According to the press group, those fighting in Somalia have carried attacks against the Somali press, murdering journalists and seizing news outlets.
On 3rd December, three Somali journalists were killed in same place after suicide bomb hit at a university graduation ceremony in the Somali capital Mogadishu.
Al Arabia camera journalist Hassan Zubeyr Haji and Mohamed Amin Adan shabelle reporter were among those killed in suicide bomb in Mogadishu including a freelancer. More than five other journalists were wounded in the event. The CPJ lists Somalia in 2009 as the seventh most deadly nation in the world for journalists.
A journalist Mohamud Mohamed Yusuf who was working for a local FM called IQK in Mogadishu was killed on 4th July, and in June unknown gunmen shot dead Muktar Mohamed Hirabe, director of Shabelle Media Network, one of the largest media houses in Somalia, while he was walking in the main market Bakara area, insurgent stronghold area. In that event, another Shabelle journalist Ahmed Omar Hashi-Ahmed Tajir was also wounded.
The correspondent of Mogadishu based Radio IQK Nur Muse Hussein died in the centre town of Beledweyn, some 300 kilometres (180 miles) north of the capital of war-torn nation in the Horn of Africa as he was reporting the fight between government forces and the insurgents in town in May 26, 2009.

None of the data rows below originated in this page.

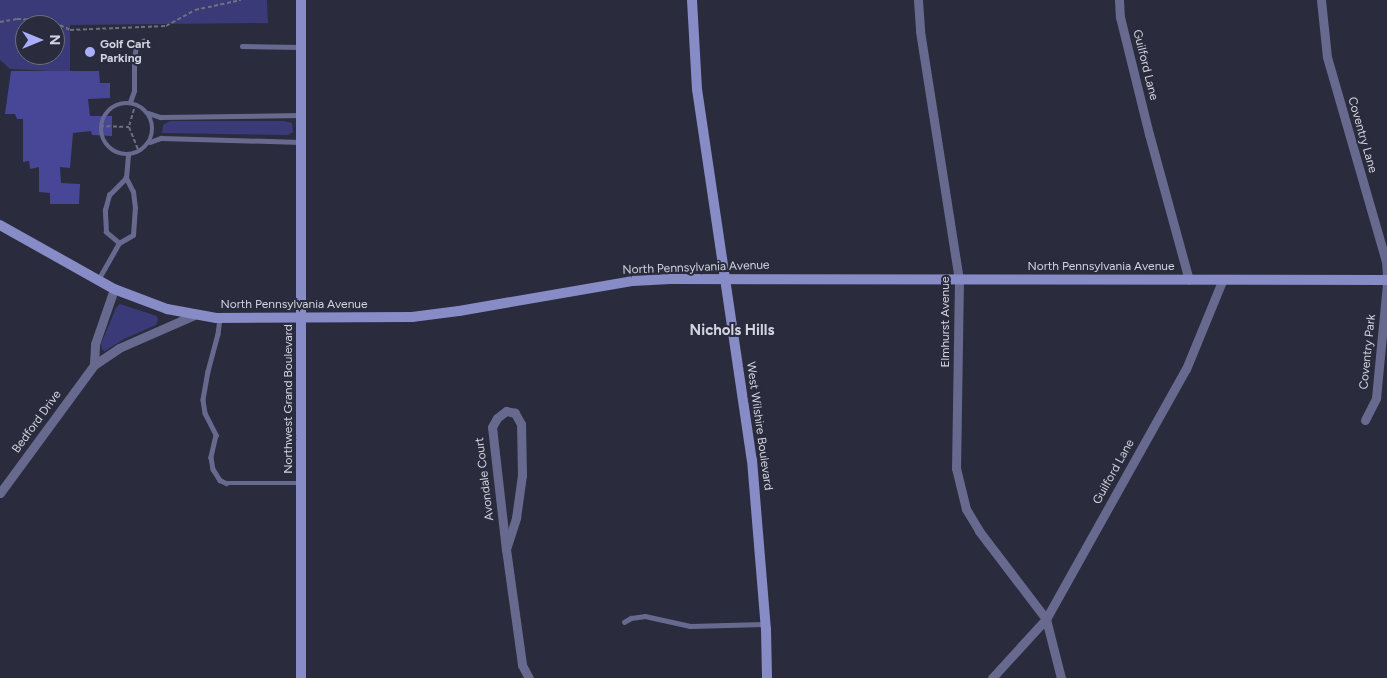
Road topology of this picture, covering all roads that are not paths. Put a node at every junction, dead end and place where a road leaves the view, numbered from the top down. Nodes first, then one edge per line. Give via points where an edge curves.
1 (301, 0) edge
2 (692, 0) edge
3 (918, 0) edge
4 (1119, 0) edge
5 (1321, 0) edge
6 (143, 41) dead end
7 (242, 46) dead end
8 (301, 47) junction
9 (130, 102) junction
10 (148, 113) junction
11 (301, 114) junction
12 (150, 142) junction
13 (301, 142) junction
14 (128, 155) junction
15 (126, 178) junction
16 (0, 225) edge
17 (119, 243) junction
18 (1387, 275) edge
19 (725, 278) junction
20 (959, 279) junction
21 (1223, 279) junction
22 (98, 280) junction
23 (1189, 280) junction
24 (1387, 280) edge
25 (1387, 284) edge
26 (114, 289) junction
27 (194, 315) junction
28 (220, 318) junction
29 (301, 318) junction
30 (94, 364) junction
31 (1365, 420) dead end
32 (301, 483) junction
33 (0, 493) edge
34 (506, 550) junction
35 (1046, 619) junction
36 (624, 622) dead end
37 (765, 624) junction
38 (301, 678) edge
39 (529, 678) edge
40 (767, 678) edge
41 (992, 678) edge
42 (1061, 678) edge

1 - 8 street, Northwest Grand Boulevard
2 - 19 street, West Wilshire Boulevard via 697,89
3 - 20 street, Elmhurst Avenue
4 - 23 street, Guilford Lane via 1122,27
5 - 18 street, Coventry Lane via 1327,57 1386,261
6 - 9 lane via 136,46 134,91
7 - 8 lane
8 - 11 street, Northwest Grand Boulevard
9 - 10 lane
9 - 14 lane via 110,108 100,126 106,145 116,153
10 - 11 lane via 160,116
10 - 12 lane via 153,126
11 - 13 street, Northwest Grand Boulevard
12 - 13 lane via 161,138
12 - 14 lane via 139,152
13 - 29 street, Northwest Grand Boulevard
14 - 15 lane
15 - 17 lane via 136,208 133,235
15 - 17 lane via 109,195 105,210 106,232
16 - 22 street, North Pennsylvania Avenue
17 - 22 lane
19 - 20 street, North Pennsylvania Avenue
19 - 29 street, North Pennsylvania Avenue via 633,281 412,317
19 - 37 street, West Wilshire Boulevard via 752,460
20 - 23 street, North Pennsylvania Avenue
20 - 35 street, Elmhurst Avenue via 956,468 966,509
21 - 23 street, North Pennsylvania Avenue
21 - 24 street, North Pennsylvania Avenue
21 - 35 street, Guilford Lane via 1186,369
22 - 26 street, North Pennsylvania Avenue
25 - 31 street, Coventry Park via 1376,398
26 - 27 street, North Pennsylvania Avenue via 167,309
26 - 30 street via 94,344
27 - 28 street, North Pennsylvania Avenue
27 - 30 street, Bedford Drive via 119,348
28 - 29 street, North Pennsylvania Avenue
28 - 32 lane via 203,400 205,413 216,435 212,469 226,483
29 - 32 street, Northwest Grand Boulevard
30 - 33 street, Bedford Drive
32 - 38 street, Northwest Grand Boulevard
34 - 34 street, Avondale Court via 516,518 522,475 521,424 515,413 506,411 496,418 492,427
34 - 39 street, Avondale Court via 522,665
35 - 41 street, Guilford Lane
35 - 42 street
36 - 37 lane via 645,616 690,626
37 - 40 street, West Wilshire Boulevard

Abdirisak Mohamed Warsame of Radio Shabelle was also shot dead on May 22 during fierce fighting in Mogadishu. On February 2nd, Said Tahlil Ahmed, the director of Horn Afrik Radio, was assassinated in Mogadishu after the killing of another Radio Shabelle journalist Hassan Mayow Hassan on 1st January.

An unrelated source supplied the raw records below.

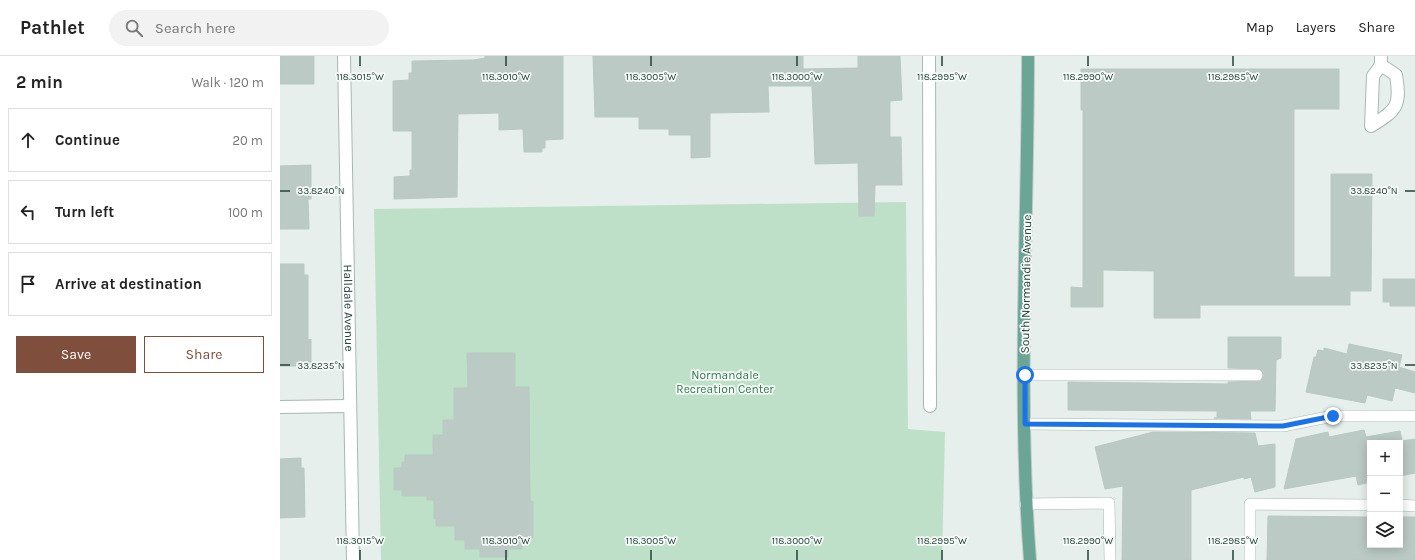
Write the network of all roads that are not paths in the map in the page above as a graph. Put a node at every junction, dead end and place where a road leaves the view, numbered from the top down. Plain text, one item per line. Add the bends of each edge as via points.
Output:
1 (344, 56) edge
2 (929, 56) edge
3 (1028, 56) edge
4 (1025, 375) junction
5 (1257, 375) dead end
6 (350, 406) junction
7 (930, 406) dead end
8 (280, 407) edge
9 (1415, 416) edge
10 (1025, 424) junction
11 (1026, 504) junction
12 (1367, 505) edge
13 (1403, 506) edge
14 (1415, 506) edge
15 (353, 560) edge
16 (1030, 560) edge
17 (1110, 560) edge
18 (1250, 560) edge

1 - 6 street, Halldale Avenue
2 - 7 street
3 - 4 main road, South Normandie Avenue
4 - 5 lane
4 - 10 main road, South Normandie Avenue
6 - 8 street
6 - 15 street, Halldale Avenue
9 - 10 lane via 1333,416 1283,426
10 - 11 main road, South Normandie Avenue
11 - 16 main road, South Normandie Avenue
11 - 17 lane via 1109,503
12 - 18 lane via 1250,504
13 - 14 lane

According to the report, the “most shocking statistics” of 2009 was in the Philippines, where around 38 journalists and media staff were killed in cold blood, mostly in a massacre in Maguindanao province on November 23.
In the last three years, most of old Somali journalists fled the country because of attacks and harassment but young journalists have taken over their works.
The young journalists are risking theirs lives and working under dangerous conditions.
Most of the exiled journalists are now living in Kenya, our correspondent said.
Abdirahman Sharif Mohamed, an exiled journalist in Nairobi told Africa News that they need a lot of assistance to survive in Kenya. "Two years in here, Nairobi, we got no aid except refugee status" said Mohamed.